Daunt lay perfectly quiet, his restless hand still. An orderly was changing the phials upon the glass-topped table and nodded to them.

Lois darted a quick glance at the face on the pillow, and her own changed. A stealthy fear crept over her. Margaret’s head was turned away toward the cot. How should she tell her? How let her know that subtle change of the last few hours that her own trained eye noted? How let out for her the strenuous agony that waited in that room? The pitiful unconsciousness of evil in the graceful posture went through her with a start of anguish.

The soft footfall of the visiting surgeon drew near, and with swift prescience she moved close to Margaret. He bent over the figure in rapid professional inquiry and consulted the chart, nodding his head as he tabulated his observations in a running, semi-audible comment.

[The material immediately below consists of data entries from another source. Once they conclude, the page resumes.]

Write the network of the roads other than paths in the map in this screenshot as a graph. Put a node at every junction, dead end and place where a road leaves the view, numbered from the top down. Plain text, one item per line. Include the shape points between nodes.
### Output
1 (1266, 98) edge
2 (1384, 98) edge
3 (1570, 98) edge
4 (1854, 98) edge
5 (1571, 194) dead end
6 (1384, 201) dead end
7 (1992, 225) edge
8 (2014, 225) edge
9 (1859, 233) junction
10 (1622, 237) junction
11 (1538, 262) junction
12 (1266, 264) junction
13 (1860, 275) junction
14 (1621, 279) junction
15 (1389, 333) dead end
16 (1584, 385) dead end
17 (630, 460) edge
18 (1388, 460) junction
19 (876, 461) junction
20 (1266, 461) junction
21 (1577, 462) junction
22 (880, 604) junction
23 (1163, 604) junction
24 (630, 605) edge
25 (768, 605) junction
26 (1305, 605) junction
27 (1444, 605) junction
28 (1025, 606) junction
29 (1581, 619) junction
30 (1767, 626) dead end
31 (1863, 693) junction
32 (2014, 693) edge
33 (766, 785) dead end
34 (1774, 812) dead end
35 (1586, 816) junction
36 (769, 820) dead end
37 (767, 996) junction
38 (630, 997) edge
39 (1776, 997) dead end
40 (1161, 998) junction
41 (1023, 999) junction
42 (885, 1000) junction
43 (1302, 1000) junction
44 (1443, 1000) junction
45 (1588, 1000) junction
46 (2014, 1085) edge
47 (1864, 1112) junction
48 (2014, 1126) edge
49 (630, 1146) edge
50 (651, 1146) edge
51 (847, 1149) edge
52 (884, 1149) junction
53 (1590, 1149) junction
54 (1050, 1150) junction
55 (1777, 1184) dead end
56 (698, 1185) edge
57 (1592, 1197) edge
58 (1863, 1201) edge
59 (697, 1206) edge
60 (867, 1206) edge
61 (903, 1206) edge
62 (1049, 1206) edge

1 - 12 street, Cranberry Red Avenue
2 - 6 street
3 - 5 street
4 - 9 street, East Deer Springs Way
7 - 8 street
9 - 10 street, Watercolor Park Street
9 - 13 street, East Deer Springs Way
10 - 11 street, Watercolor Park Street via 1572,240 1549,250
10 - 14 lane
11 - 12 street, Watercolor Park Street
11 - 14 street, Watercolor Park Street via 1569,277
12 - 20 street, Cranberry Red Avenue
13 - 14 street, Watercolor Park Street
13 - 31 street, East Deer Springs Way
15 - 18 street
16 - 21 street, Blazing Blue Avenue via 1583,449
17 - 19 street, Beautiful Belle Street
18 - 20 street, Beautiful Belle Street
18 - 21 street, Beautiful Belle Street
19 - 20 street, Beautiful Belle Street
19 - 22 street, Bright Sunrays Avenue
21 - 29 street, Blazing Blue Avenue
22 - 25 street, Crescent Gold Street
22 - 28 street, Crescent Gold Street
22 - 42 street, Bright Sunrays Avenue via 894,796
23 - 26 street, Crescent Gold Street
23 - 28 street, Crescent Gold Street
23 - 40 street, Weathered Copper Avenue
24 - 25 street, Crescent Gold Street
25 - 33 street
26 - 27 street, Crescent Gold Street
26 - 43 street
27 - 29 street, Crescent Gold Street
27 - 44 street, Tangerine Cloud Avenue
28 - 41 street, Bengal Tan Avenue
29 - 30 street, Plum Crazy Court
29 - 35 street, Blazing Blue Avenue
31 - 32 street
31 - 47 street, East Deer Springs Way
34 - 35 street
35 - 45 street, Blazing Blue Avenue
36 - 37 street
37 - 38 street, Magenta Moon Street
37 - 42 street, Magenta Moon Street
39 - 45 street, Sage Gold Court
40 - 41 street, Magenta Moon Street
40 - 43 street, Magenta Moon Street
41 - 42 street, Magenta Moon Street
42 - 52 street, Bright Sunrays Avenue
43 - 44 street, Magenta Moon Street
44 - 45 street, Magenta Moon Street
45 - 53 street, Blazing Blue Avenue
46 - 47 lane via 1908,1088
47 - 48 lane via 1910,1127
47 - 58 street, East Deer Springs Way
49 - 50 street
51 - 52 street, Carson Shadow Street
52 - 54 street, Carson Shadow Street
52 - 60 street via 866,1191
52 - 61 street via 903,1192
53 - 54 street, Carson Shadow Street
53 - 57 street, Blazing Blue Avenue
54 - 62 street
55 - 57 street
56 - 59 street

“H—m! well-developed septic fever. Delirium comes on at night, you say, nurse. Eh? H—m! Pulse very rapid and stringy—hurried and shallow breathing—eyes dull, with inequality of pupils. H—m! Face flushed—lips blue—extremities cold. Lips and teeth covered with sordes—typical case. H—m! Complete lethargy—clammy sweat—face assuming a hippocratic type. Temperature sub-normal. H—m! Yes. Nurse, please preserve all notes of this case. It’s interesting. Very. Like to see it in the ‘Record.’”

“What are the probabilities, doctor?” It was the sentence. Lois’s lips were trembling, and she put a hand on Margaret’s arm.

“Probabilities? H—m! Give him about twelve hours and that’s generous. Never any hope in a case of this kind. Why, the man’s dying now. Look at his face.”

A piteous, chalky whiteness swept like a wave over Margaret’s cheeks, but she had made no sound. When the doctor was quite gone, she swerved a little on her feet, as though her limbs had weakened, and her lips opened and shut voicelessly, as if whispering to herself. Lois dreaded a cry, but there was none; she only shut her eyes, and covered her poor face, gone suddenly pinched and pallid, with her two hands.

“Wait, Margaret.” Lois held out a hand whose professional coolness was touched with an unwonted tremor. “Wait a moment, dear.” She ran to the hall to see that no one was in sight. Then running back and putting her arm around Margaret’s shoulders, she led her, blind and unresisting, to the stair.